A structured review of the current literature (up to January 2022) was performed. Search terms related to topics of AI in LC were identified and queried by 2 independent reviewers. Citations of selected studies and review articles were also evaluated to ensure comprehensiveness.
AI applications in LC have encompassed a variety of data modalities, including radiomics, genomics, acoustics, clinical data, and videomics, to support screening, diagnosis, therapeutic decision making, and prognosis. However, most studies remain at the proof-of-concept level, as AI algorithms are trained on single-institution databases with limited data sets and a single data modality.
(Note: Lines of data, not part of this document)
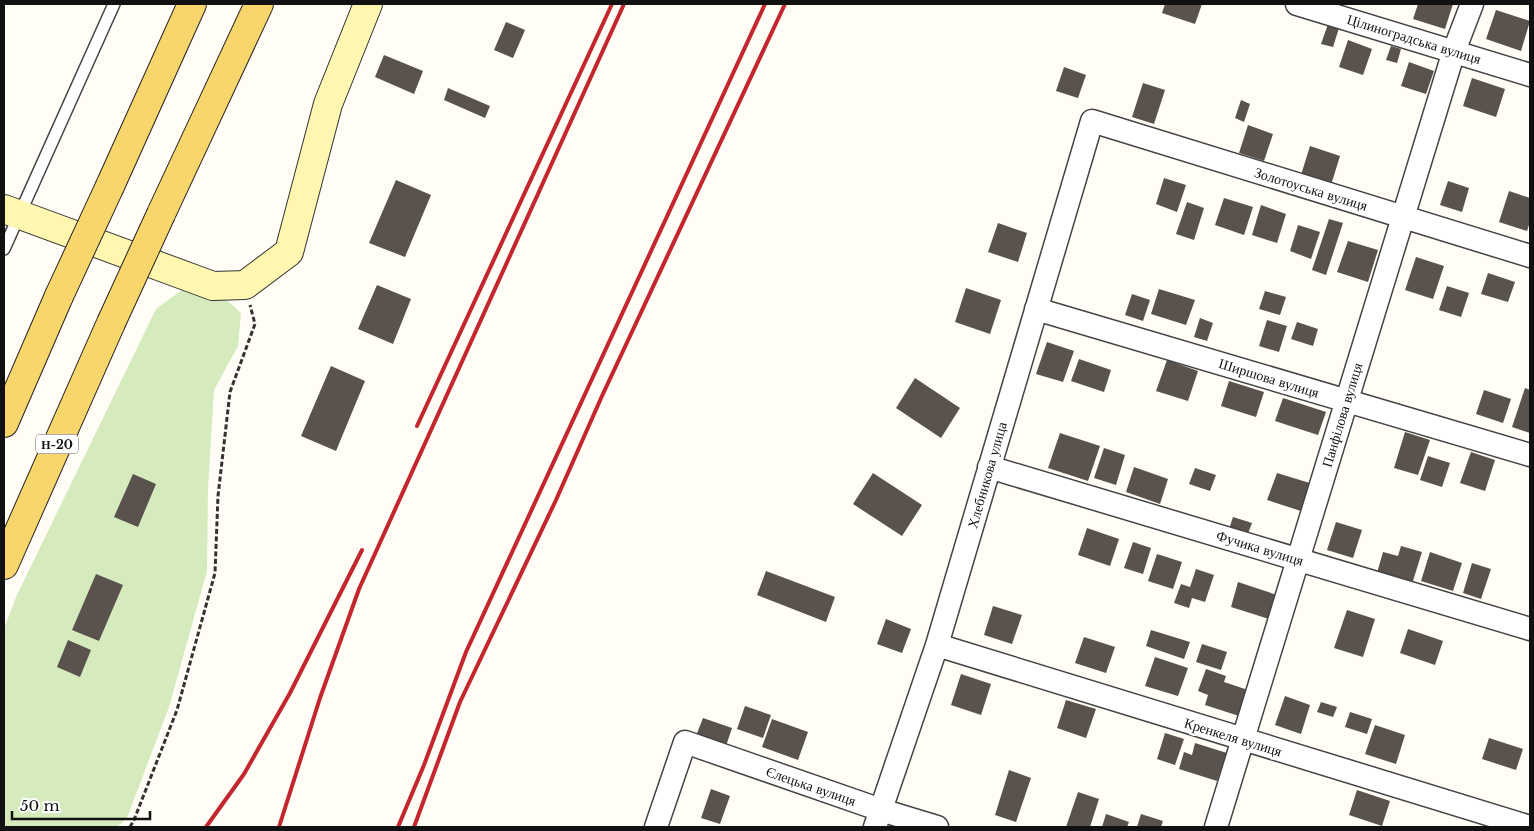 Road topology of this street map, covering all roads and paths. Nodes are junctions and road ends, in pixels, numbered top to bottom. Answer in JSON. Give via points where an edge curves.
{"nodes":[{"id":1,"x":114,"y":4,"type":"edge"},
{"id":2,"x":192,"y":4,"type":"edge"},
{"id":3,"x":259,"y":4,"type":"edge"},
{"id":4,"x":368,"y":4,"type":"edge"},
{"id":5,"x":1297,"y":4,"type":"edge"},
{"id":6,"x":1472,"y":4,"type":"edge"},
{"id":7,"x":1454,"y":51,"type":"junction"},
{"id":8,"x":1530,"y":74,"type":"edge"},
{"id":9,"x":1092,"y":121,"type":"joint"},
{"id":10,"x":11,"y":212,"type":"edge"},
{"id":11,"x":1403,"y":217,"type":"junction"},
{"id":12,"x":4,"y":249,"type":"edge"},
{"id":13,"x":1530,"y":256,"type":"edge"},
{"id":14,"x":244,"y":285,"type":"junction"},
{"id":15,"x":1036,"y":309,"type":"junction"},
{"id":16,"x":1347,"y":401,"type":"junction"},
{"id":17,"x":4,"y":423,"type":"edge"},
{"id":18,"x":1530,"y":456,"type":"edge"},
{"id":19,"x":989,"y":467,"type":"junction"},
{"id":20,"x":1298,"y":560,"type":"junction"},
{"id":21,"x":4,"y":565,"type":"edge"},
{"id":22,"x":1530,"y":629,"type":"edge"},
{"id":23,"x":937,"y":645,"type":"junction"},
{"id":24,"x":1243,"y":740,"type":"junction"},
{"id":25,"x":878,"y":819,"type":"edge"},
{"id":26,"x":130,"y":827,"type":"edge"},
{"id":27,"x":656,"y":827,"type":"edge"},
{"id":28,"x":937,"y":827,"type":"edge"},
{"id":29,"x":1216,"y":827,"type":"edge"},
{"id":30,"x":1530,"y":827,"type":"edge"}],
"edges":[{"from":1,"to":10,"type":"lane"},
{"from":2,"to":17,"type":"main road","bridge":true},
{"from":3,"to":21,"type":"main road","number":"Н-20","bridge":true,"via":[[111,323]]},
{"from":4,"to":14,"type":"street","via":[[328,104],[289,252]]},
{"from":5,"to":7,"type":"street","name":"Цілиноградська вулиця"},
{"from":6,"to":7,"type":"street","name":"Панфілова вулиця"},
{"from":7,"to":8,"type":"street","name":"Цілиноградська вулиця"},
{"from":7,"to":11,"type":"street","name":"Панфілова вулиця"},
{"from":9,"to":11,"type":"street","name":"Золотоуська вулиця"},
{"from":9,"to":15,"type":"street","name":"Хлебникова улица"},
{"from":10,"to":12,"type":"lane"},
{"from":10,"to":14,"type":"street","via":[[213,286]]},
{"from":11,"to":13,"type":"street","name":"Золотоуська вулиця"},
{"from":11,"to":16,"type":"street","name":"Панфілова вулиця"},
{"from":14,"to":26,"type":"path","via":[[255,324],[230,392],[218,496],[216,573],[177,710]]},
{"from":15,"to":16,"type":"street","name":"Ширшова вулиця"},
{"from":15,"to":19,"type":"street","name":"Хлебникова улица"},
{"from":16,"to":18,"type":"street","name":"Ширшова вулиця"},
{"from":16,"to":20,"type":"street","name":"Панфілова вулиця"},
{"from":19,"to":20,"type":"street","name":"Фучика вулиця"},
{"from":19,"to":23,"type":"street","name":"Хлебникова улица"},
{"from":20,"to":22,"type":"street","name":"Фучика вулиця"},
{"from":20,"to":24,"type":"street","name":"Панфілова вулиця"},
{"from":23,"to":24,"type":"street","name":"Кренкеля вулиця"},
{"from":23,"to":25,"type":"street","name":"Хлебникова улица"},
{"from":24,"to":29,"type":"street","name":"Панфілова вулиця"},
{"from":24,"to":30,"type":"street","name":"Кренкеля вулиця"},
{"from":25,"to":27,"type":"street","name":"Єлецька вулиця","via":[[686,742]]},
{"from":25,"to":28,"type":"street","name":"Єлецька вулиця"}]} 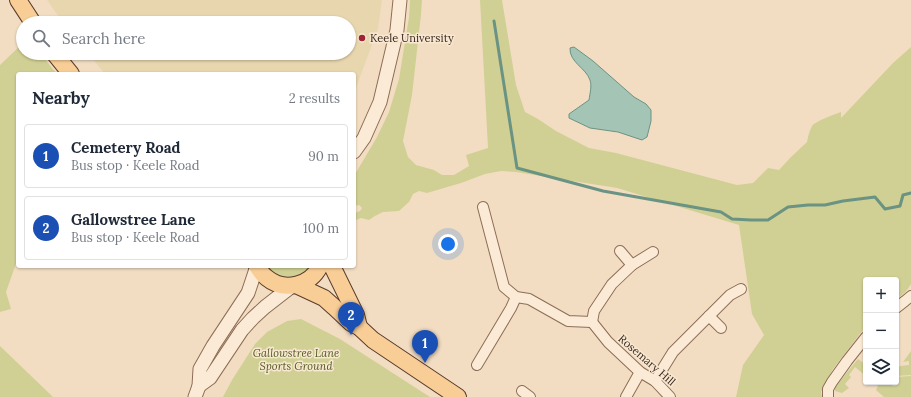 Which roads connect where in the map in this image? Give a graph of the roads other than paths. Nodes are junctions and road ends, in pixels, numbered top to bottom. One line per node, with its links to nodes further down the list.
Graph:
1 (18, 0): 3 (main road)
2 (400, 0): 6 (street)
3 (28, 16)
4 (60, 60): 5 (main road)
5 (69, 72)
6 (356, 149)
7 (483, 207): 18 (street)
8 (620, 252): 10 (street)
9 (653, 252): 10 (street)
10 (632, 265): 21 (street)
11 (256, 268): 28 (street)
12 (258, 268): 15 (main road)
13 (319, 268): 15 (main road)
14 (333, 268): 22 (main road)
15 (294, 286): 22 (main road); 28 (street)
16 (741, 289): 20 (street)
17 (911, 296): 19 (street)
18 (516, 297): 21 (street); 25 (street)
19 (899, 306)
20 (709, 316): 23 (street); 27 (street)
21 (592, 322): 26 (street, Rosemary Hill)
22 (360, 327): 29 (main road)
23 (721, 328)
24 (863, 341): 32 (street)
25 (477, 365)
26 (640, 372): 27 (street, Rosemary Hill); 30 (street)
27 (655, 381): 31 (street, Rosemary Hill)
28 (197, 391)
29 (458, 397)
30 (626, 397)
31 (670, 397)
32 (828, 397) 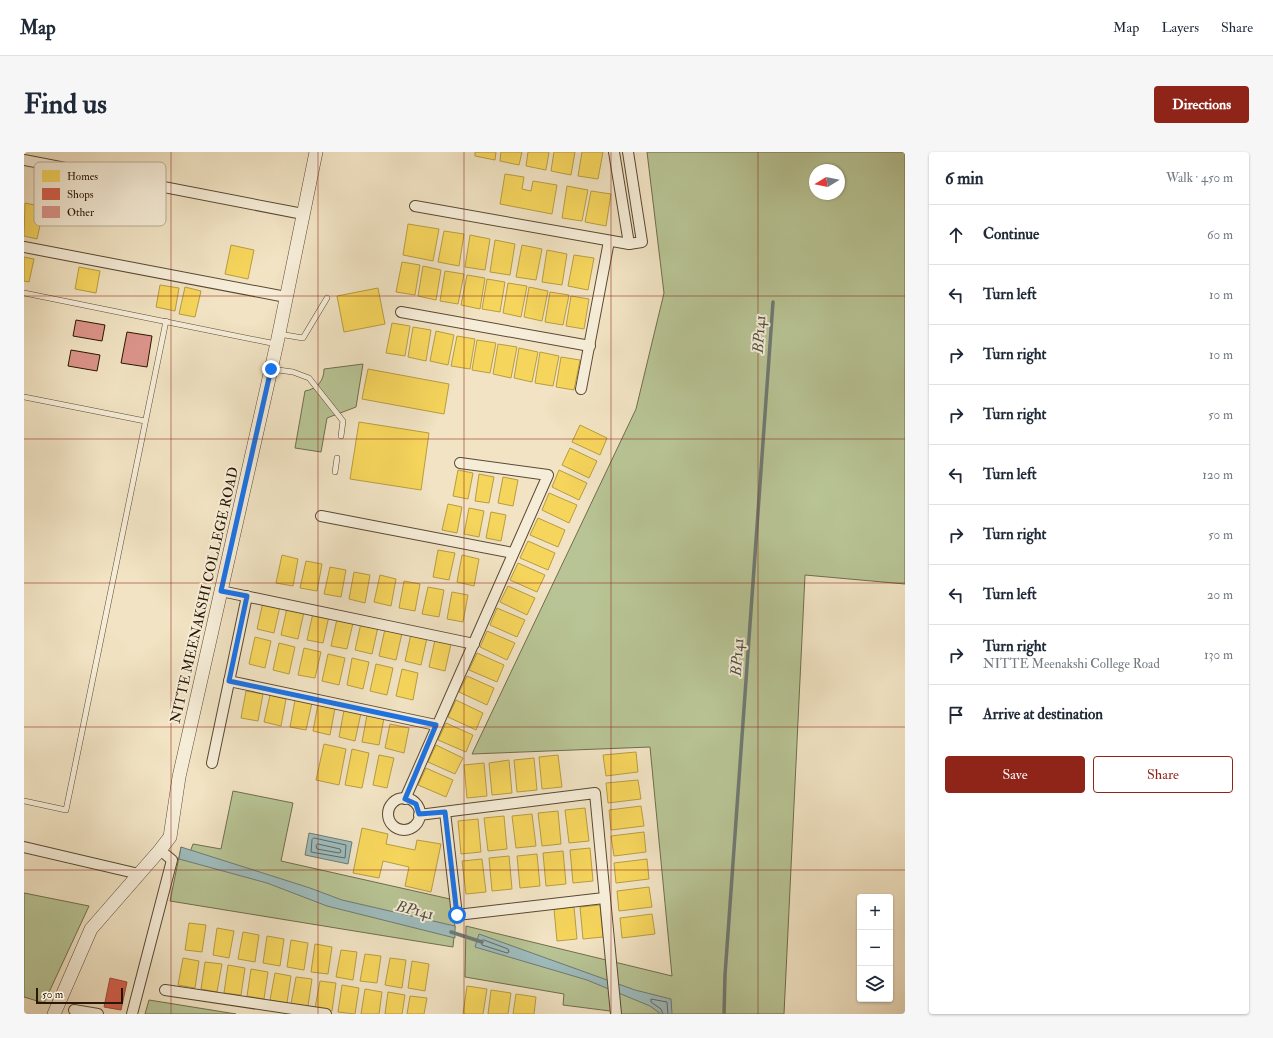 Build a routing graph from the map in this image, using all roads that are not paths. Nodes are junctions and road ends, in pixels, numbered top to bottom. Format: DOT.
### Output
graph roads {
  1 [pos="316,152"];
  2 [pos="614,152"];
  3 [pos="628,152"];
  4 [pos="24,160"];
  5 [pos="34,162"];
  6 [pos="166,187"];
  7 [pos="415,206"];
  8 [pos="303,214"];
  9 [pos="609,241"];
  10 [pos="629,244"];
  11 [pos="24,247"];
  12 [pos="24,293"];
  13 [pos="286,297"];
  14 [pos="327,298"];
  15 [pos="401,312"];
  16 [pos="166,321"];
  17 [pos="278,339"];
  18 [pos="590,346"];
  19 [pos="271,369"];
  20 [pos="581,389"];
  21 [pos="24,397"];
  22 [pos="145,421"];
  23 [pos="341,436"];
  24 [pos="338,458"];
  25 [pos="460,463"];
  26 [pos="335,472"];
  27 [pos="321,516"];
  28 [pos="514,553"];
  29 [pos="221,591"];
  30 [pos="247,596"];
  31 [pos="474,644"];
  32 [pos="229,681"];
  33 [pos="436,725"];
  34 [pos="212,763"];
  35 [pos="405,799"];
  36 [pos="24,801"];
  37 [pos="445,812"];
  38 [pos="419,814"];
  39 [pos="24,848"];
  40 [pos="160,850"];
  41 [pos="139,874"];
  42 [pos="604,898"];
  43 [pos="165,990"];
  44 [pos="74,1010"];
  45 [pos="54,1014"];
  46 [pos="98,1014"];
  47 [pos="132,1014"];
  48 [pos="326,1014"];
  49 [pos="616,1014"];
  1 -- 8 [label="street, NITTE MEENAKSHI COLLEGE ROAD"];
  2 -- 10 [label="street"];
  3 -- 10 [label="street"];
  4 -- 5 [label="street"];
  6 -- 8 [label="street"];
  7 -- 9 [label="street"];
  8 -- 13 [label="street, NITTE MEENAKSHI COLLEGE ROAD"];
  9 -- 10 [label="street"];
  9 -- 18 [label="street"];
  11 -- 13 [label="street"];
  12 -- 16 [label="lane"];
  13 -- 17 [label="street, NITTE MEENAKSHI COLLEGE ROAD"];
  14 -- 17 [label="lane"];
  15 -- 18 [label="street"];
  16 -- 17 [label="lane"];
  16 -- 22 [label="lane"];
  17 -- 19 [label="street, NITTE MEENAKSHI COLLEGE ROAD"];
  18 -- 20 [label="street"];
  19 -- 23 [label="lane"];
  19 -- 29 [label="street, NITTE MEENAKSHI COLLEGE ROAD"];
  21 -- 22 [label="lane"];
  22 -- 36 [label="lane"];
  24 -- 26 [label="lane"];
  25 -- 28 [label="street"];
  27 -- 28 [label="street"];
  28 -- 31 [label="street"];
  29 -- 30 [label="street"];
  29 -- 40 [label="street, NITTE MEENAKSHI COLLEGE ROAD"];
  30 -- 31 [label="street"];
  30 -- 32 [label="street"];
  31 -- 33 [label="street"];
  32 -- 33 [label="street"];
  32 -- 34 [label="street"];
  33 -- 35 [label="street"];
  35 -- 38 [label="street"];
  35 -- 38 [label="street"];
  37 -- 38 [label="street"];
  37 -- 42 [label="street"];
  37 -- 42 [label="street"];
  39 -- 41 [label="street"];
  40 -- 41 [label="street, NITTE MEENAKSHI COLLEGE ROAD"];
  40 -- 47 [label="street"];
  41 -- 45 [label="street, NITTE MEENAKSHI COLLEGE ROAD"];
  42 -- 49 [label="street"];
  43 -- 48 [label="street"];
  44 -- 46 [label="street"];
}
AI algorithms in LC will need to be trained on large multi-institutional data sets and integrate multimodal data for optimal performance and clinical utility from screening to prognosis. Out of the data types reviewed, genomics has the most potential to provide generalizable models thanks to available large multi-institutional open access genomic data sets. Voice acoustic data represent an inexpensive and accurate biomarker, which is easy and noninvasive to capture, offering a unique opportunity for screening and monitoring of LA, especially in low-resource settings.
本综述旨在探讨人工智能(AI)在喉癌(LC)筛查、检测、管理和预后评估方面的当代进展。
检索了四个文献数据库:PubMed、EMBASE、Cochrane和IEEE。
对当前文献(截至2022年1月)进行结构化综述。由两名独立评审员确定并查询与LC中AI主题相关的检索词。还对所选研究和综述文章的参考文献进行了评估,以确保全面性。
AI在LC中的应用涵盖了多种数据模式,包括放射组学、基因组学、声学、临床数据和视频组学,以支持筛查、诊断、治疗决策和预后评估。然而,大多数研究仍处于概念验证阶段,因为AI算法是在单机构数据库上进行训练的,数据集有限且数据模式单一。
LC中的AI算法需要在大型多机构数据集上进行训练,并整合多模式数据,以实现从筛查到预后的最佳性能和临床应用价值。在所审查的数据类型中,由于有可用的大型多机构开放获取基因组数据集,基因组学最有潜力提供可推广的模型。语音声学数据是一种廉价且准确的生物标志物,易于且无创获取,为喉癌的筛查和监测提供了独特的机会,尤其是在资源匮乏的环境中。